District Judge Sharon Gleason recently ruled in favor of voters in Alaska that are not proficient in English. She said that the constitutional right to vote means that the government of Alaska must translate all the materials to be used for the election into Native languages. This means that all election materials printed in English, such as ballots, registration forms, instructions and pamphlets must be translated into Gwich’in, Cup’ik and Yup’ik. However, the federal judge will still conduct a trial in the voting rights lawsuit that many Native elders and villagers with limited English language skills brought up.
In the lawsuit, it was alleged that the language provisions stated in the federal Voting Rights Act were violated by the State of Alaska because of the state’s failure to provide election materials in local languages. The lawsuit was filed last year through the non-profit organization Native American Rights Fund, with Lt. Gov. Mead Treadwell and three Alaska elections officials as defendants.
Claims by both parties
On the side of the state, it said that their program for Native languages is already strong as they have provided outreach programs and bilingual election workers to the villages and that ballots have been translated.

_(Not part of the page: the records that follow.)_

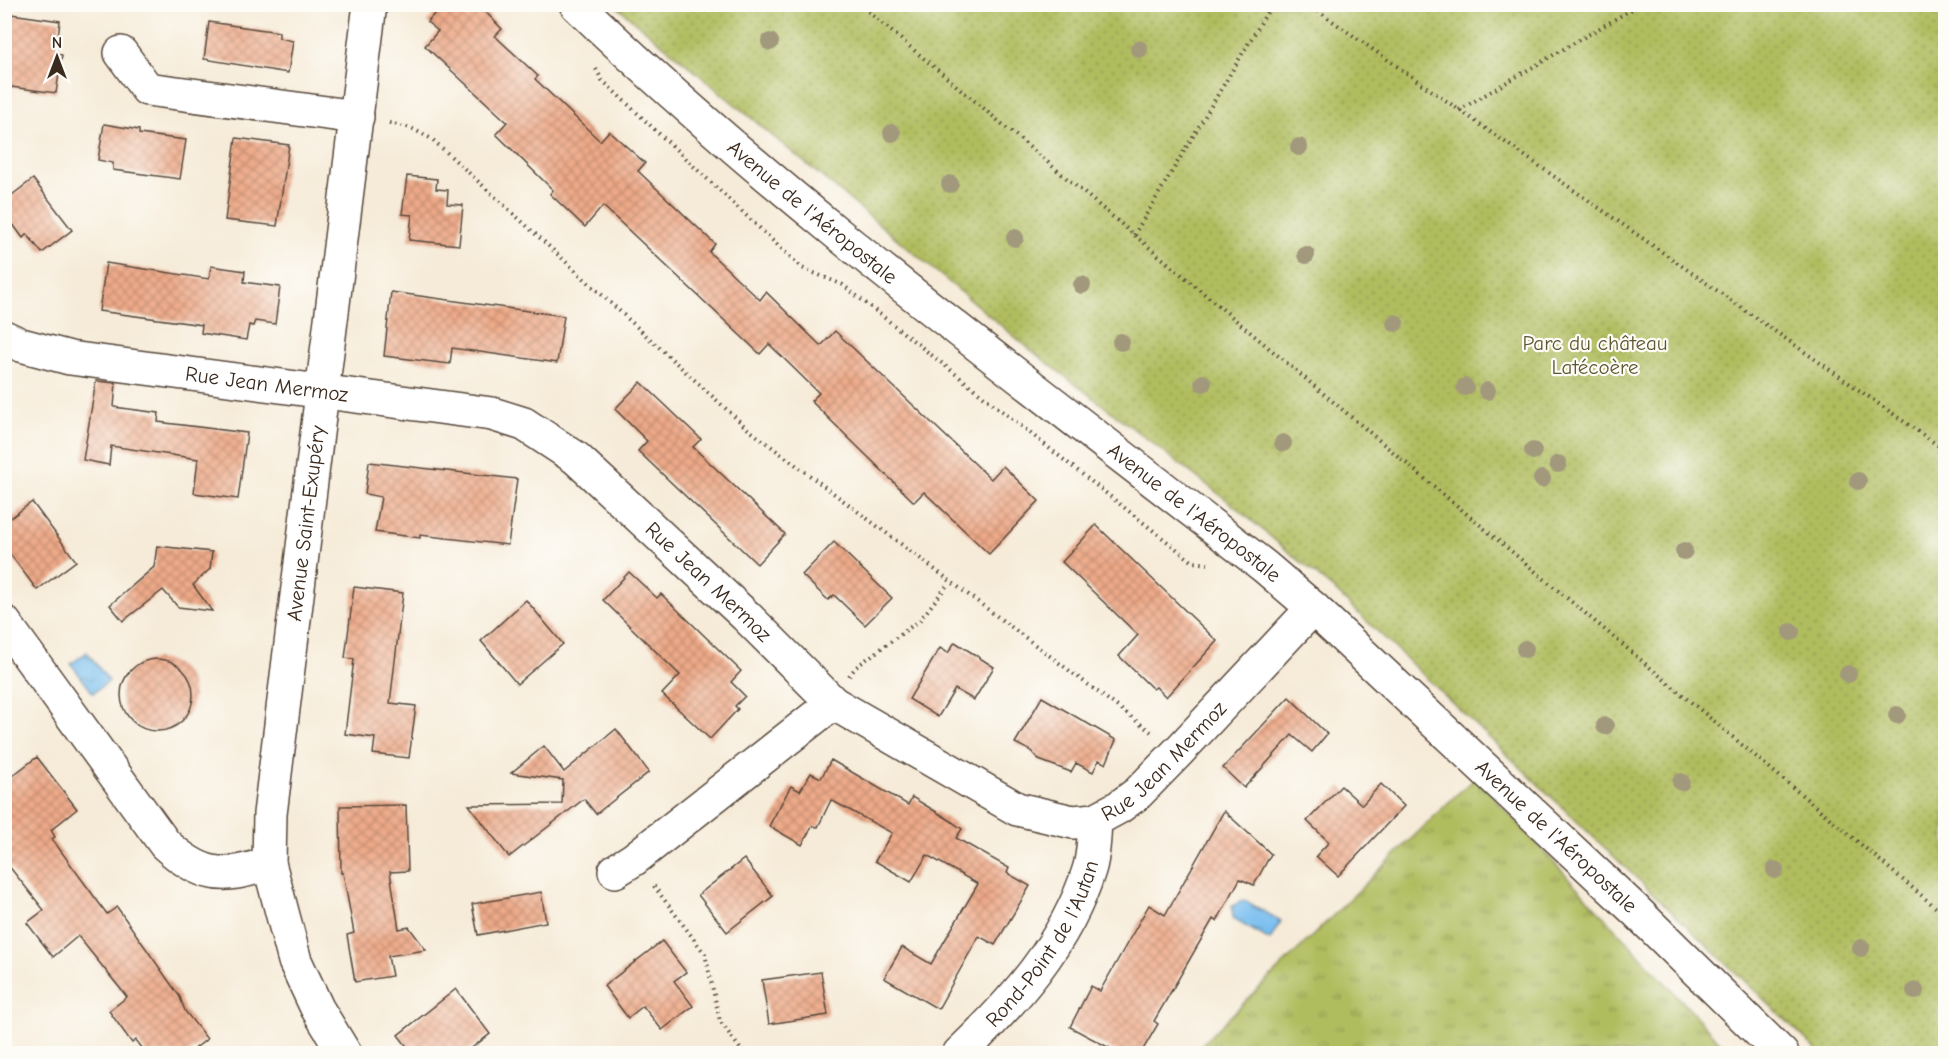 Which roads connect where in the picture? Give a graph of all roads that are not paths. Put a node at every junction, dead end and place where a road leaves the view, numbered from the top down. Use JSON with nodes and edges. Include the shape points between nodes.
{"nodes":[{"id":1,"x":370,"y":4,"type":"edge"},
{"id":2,"x":576,"y":4,"type":"edge"},
{"id":3,"x":121,"y":53,"type":"dead end"},
{"id":4,"x":357,"y":117,"type":"junction"},
{"id":5,"x":4,"y":337,"type":"edge"},
{"id":6,"x":321,"y":393,"type":"junction"},
{"id":7,"x":1313,"y":608,"type":"junction"},
{"id":8,"x":4,"y":622,"type":"edge"},
{"id":9,"x":833,"y":703,"type":"junction"},
{"id":10,"x":1095,"y":820,"type":"junction"},
{"id":11,"x":269,"y":862,"type":"junction"},
{"id":12,"x":624,"y":865,"type":"road end"},
{"id":13,"x":345,"y":1053,"type":"edge"},
{"id":14,"x":958,"y":1053,"type":"edge"},
{"id":15,"x":1782,"y":1053,"type":"edge"}],
"edges":[{"from":1,"to":4,"type":"street","name":"Avenue Saint-Exupéry"},
{"from":2,"to":7,"type":"street","name":"Avenue de l'Aéropostale","via":[[720,133],[883,269]]},
{"from":3,"to":4,"type":"street","via":[[147,89]]},
{"from":4,"to":6,"type":"street","name":"Avenue Saint-Exupéry"},
{"from":5,"to":6,"type":"street","name":"Rue Jean Mermoz","via":[[70,358]]},
{"from":6,"to":9,"type":"street","name":"Rue Jean Mermoz","via":[[492,414],[524,424],[550,439],[585,465]]},
{"from":6,"to":11,"type":"street","name":"Avenue Saint-Exupéry","via":[[272,792]]},
{"from":7,"to":10,"type":"street","name":"Rue Jean Mermoz","via":[[1138,793]]},
{"from":7,"to":15,"type":"street","name":"Avenue de l'Aéropostale"},
{"from":8,"to":11,"type":"street","via":[[165,844],[188,864],[220,873],[246,871]]},
{"from":9,"to":10,"type":"street","name":"Rue Jean Mermoz","via":[[1017,809],[1073,822]]},
{"from":9,"to":12,"type":"street"},
{"from":10,"to":14,"type":"street","name":"Rond-Point de l'Autan","via":[[1090,868],[1071,917],[1032,976],[995,1019]]},
{"from":11,"to":13,"type":"street","name":"Avenue Saint-Exupéry","via":[[295,961],[317,1008]]}]} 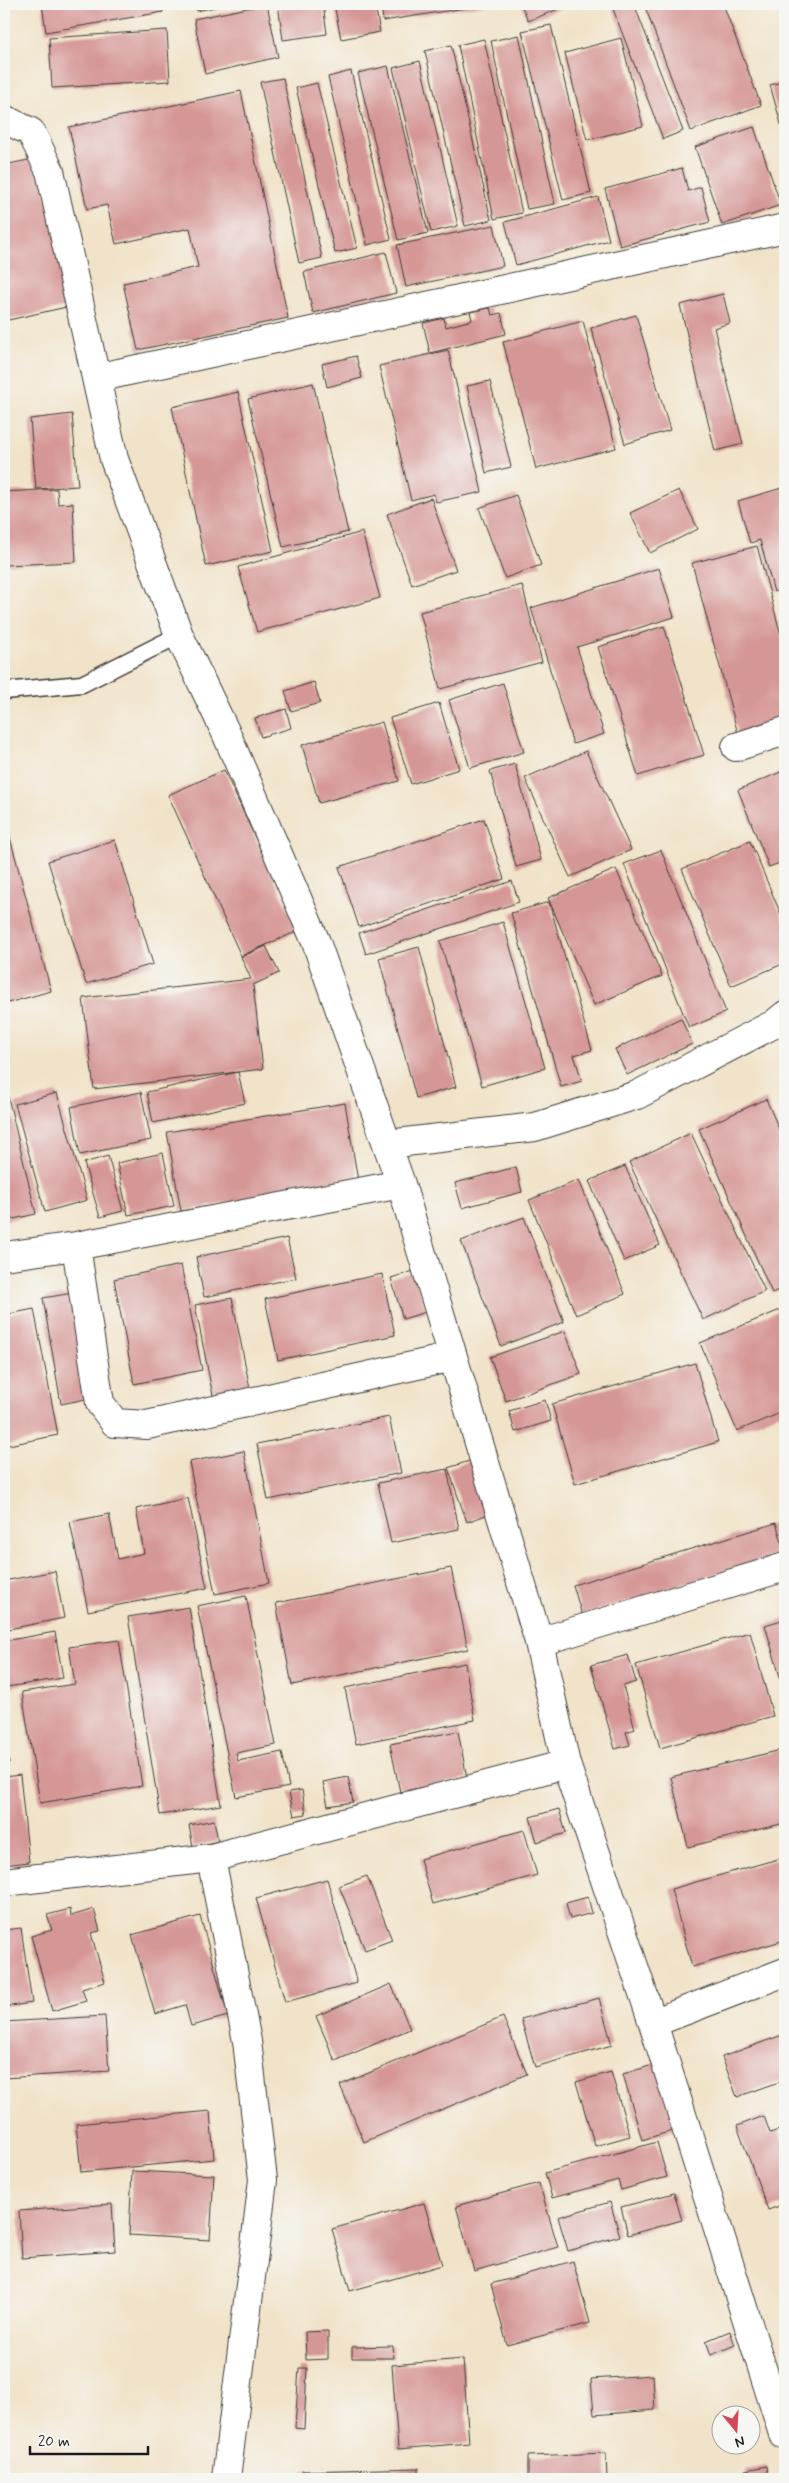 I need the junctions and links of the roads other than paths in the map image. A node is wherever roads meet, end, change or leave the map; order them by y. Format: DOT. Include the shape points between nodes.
graph roads {
  1 [pos="4,119"];
  2 [pos="785,228"];
  3 [pos="96,378"];
  4 [pos="179,635"];
  5 [pos="4,692"];
  6 [pos="785,731"];
  7 [pos="736,747"];
  8 [pos="785,1015"];
  9 [pos="388,1144"];
  10 [pos="401,1184"];
  11 [pos="76,1246"];
  12 [pos="4,1256"];
  13 [pos="453,1357"];
  14 [pos="785,1567"];
  15 [pos="539,1642"];
  16 [pos="566,1764"];
  17 [pos="211,1858"];
  18 [pos="4,1882"];
  19 [pos="785,1972"];
  20 [pos="653,2023"];
  21 [pos="783,2434"];
  22 [pos="226,2479"];
  1 -- 3 [label="street" via="31,132 50,171"];
  2 -- 3 [label="street"];
  3 -- 4 [label="street" via="114,459"];
  4 -- 5 [label="lane" via="82,684"];
  4 -- 9 [label="street" via="226,733 316,942"];
  6 -- 7 [label="street"];
  8 -- 9 [label="street" via="774,1024 637,1095 535,1127"];
  9 -- 10 [label="street"];
  10 -- 11 [label="street"];
  10 -- 13 [label="street"];
  11 -- 12 [label="street"];
  11 -- 13 [label="street" via="100,1403 115,1423 147,1424"];
  13 -- 15 [label="street"];
  14 -- 15 [label="street"];
  15 -- 16 [label="street"];
  16 -- 17 [label="street"];
  16 -- 20 [label="street"];
  17 -- 18 [label="street"];
  17 -- 22 [label="street" via="247,2041 263,2180"];
  19 -- 20 [label="street"];
  20 -- 21 [label="street"];
}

The two parties have asked the judge to provide a ruling on the following:
- Does language amendments in voting rights law done in 1975 require the translations of materials into historically oral languages?
- Does the 15th amendment apply to the case? This amendment says that any state cannot use creed or race to restrict the right to suffrage.
Both of the rules were relevant, according to the judge’s ruling. The state is saying that it agrees to the requirement to provide materials written in English with matching documents in another written language such as Spanish. However it is claiming that there was no requirement to have materials translated into languages that have been used orally throughout history.
Judge Gleason reasoned that if that was the case, the state then would be offering limited help in the languages of the Native Americans in Alaska. She added that Congress passed the Voting Rights Act so that all Americans can participate in the elections. She clarified that not providing translations to Native languages would be inconsistent with the goal to provide assistance to American Indians as well as Alaska Natives.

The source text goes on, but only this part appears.